Nabi Muhammad, semoga rahmat dan berkah Allah besertanya, adalah pria yang dicintai oleh lebih dari 1,2 miliar umat Islam. beliau adalah orang yang mengajari kita kesabaran dalam menghadapi kesulitan, dan mengajari kita untuk hidup di dunia ini tetapi mencari kehidupan yang kekal di akhirat. Kepada Nabi Muhammad-lah Allah menurunkan Al-Qur'an. Bersamaan dengan Kitab tuntunan ini Allah mengutus Nabi Muhammad, yang perilaku dan standar moralnya yang tinggi menjadi teladan bagi kita semua.
Kehidupan Nabi Muhammad adalah Al-Qur'an. beliau memahaminya, beliau menyukainya dan beliau menjalani hidupnya berdasarkan standarnya. beliau mengajari kita untuk membaca Al-Qur'an, untuk hidup dengan prinsip-prinsipnya dan untuk menyukainya. Ketika Muslim menyatakan iman mereka pada Satu Tuhan, mereka juga menyatakan keyakinan mereka bahwa Muhammad adalah hamba dan utusan terakhir Tuhan.
Ketika seorang Muslim mendengar nama Muhammad disebutkan, mereka meminta Tuhan untuk mengirimkan berkat kepadanya. Nabi Muhammad adalah seorang laki-laki, seorang manusia sama seperti manusia lainnya, tetapi cintanya pada kemanusiaanlah yang membedakannya. Muslim mencintai Nabi Muhammad, tetapi cintanya kepada kita, yang membuatnya menjadi seorang pria yang tiada duanya.
beliau merindukan Surga tidak hanya untuk dirinya sendiri tetapi juga untuk kita semua. beliau menangis bukan untuk dirinya sendiri tetapi untuk umatnya, dan untuk kemanusiaan. beliau sering terdengar berdoa "Ya Allah, Umatku, Umatku". Rasul memiliki sifat sifat yang mulia yang mencerminkan para penghuni surga tidak hanya sidiq, tabligh, fatonah, amanah. Berikut diantaranya :
Optimisme Rasul
Rasul memiliki sifat optimis. Sungguh luar biasa bagaimana Nabi Muhammad tidak pernah putus asa dalam dukungan dan kemenangan Allah, terlepas dari betapa tampaknya putus asanya situasinya kadang-kadang. Optimisme ini menceritakan tentang hati yang dibumbui dengan iman tertinggi. Setelah meninggalkan Mekah untuk migrasi, Nabi dan Abu Bakar (rA) dilacak ke sebuah gua. Tentara bayaran berdiri di mulut gua, dan hanya harus membungkuk untuk melihat ke dalam, dan tidak ada yang bisa mencegah mereka untuk melihat dan menangkap Nabi.

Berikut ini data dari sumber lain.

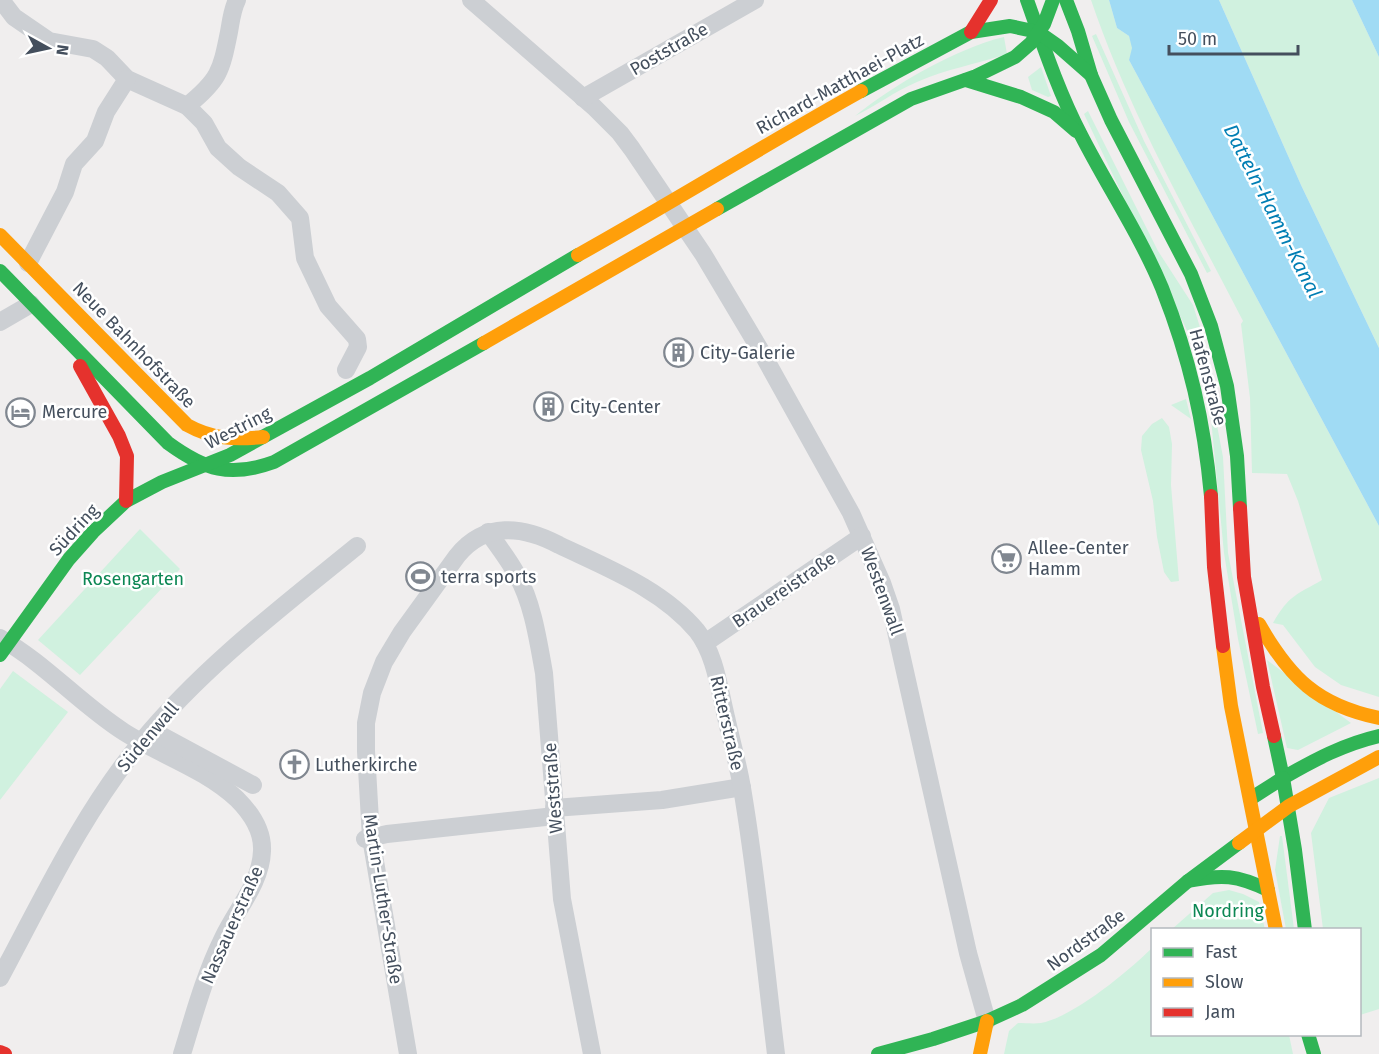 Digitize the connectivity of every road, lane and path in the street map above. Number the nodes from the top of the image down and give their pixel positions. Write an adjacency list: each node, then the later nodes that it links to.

Pada saat yang menakutkan itu, ketika keputusasaan akan menembus jiwa yang paling kuat sekalipun, Nabi dengan tenang mengucapkan kepada Sahabatnya sebuah pernyataan yang tidak dapat dipercaya: "Wahai Abu Bakar, bagaimana pendapatmu tentang dua -- ketika Allah adalah yang ketiga bagi mereka?" Quran kemudian merujuk kejadian ini dengan mengatakan, "Jika Anda tidak membantu Nabi -- Allah telah membantunya ketika orang-orang kafir telah mengusirnya [dari Mekah] sebagai salah satu dari dua, ketika mereka berada di gua dan dia berkata kepada temannya,
'Jangan bersedih; sesungguhnya Allah beserta kita.' Dan Allah menurunkan ketenangan-Nya kepadanya dan menopangnya dengan para malaikat yang tidak kamu lihat dan menjadikan kalimat orang-orang kafir itu serendah-rendahnya, sedangkan kalam Allah itulah yang tertinggi. Dan Allah Maha Perkasa lagi Maha Bijaksana" [at-Taubah (9): 40].
Seseorang mungkin berkata: bagaimana kita tahu bahwa Muhammad tidak mengarang ayat ini setelah peristiwa itu, dengan menggambarkannya sebagai gambaran yang tidak jujur tentang keyakinannya yang teguh pada Tuhan? Tanggapan paling sederhana adalah bahwa Abu Bakar (rA) secara pribadi menyaksikan betapa tenang dan tenangnya Rasulullah pada saat-saat yang menakutkan itu.
Jika tidak demikian, apakah Abu Bakar (rA) akan tetap menjadi pengagum terbesarnya dan terus memujanya sebagai perwujudan integritas, bahkan setelah kematian Nabi? Demikianlah keyakinan yang dimiliki Nabi Muhammad dalam imannya, dimana janji Allah yang dilihat hatinya akan mengalahkan keputusasaan yang dilihat matanya.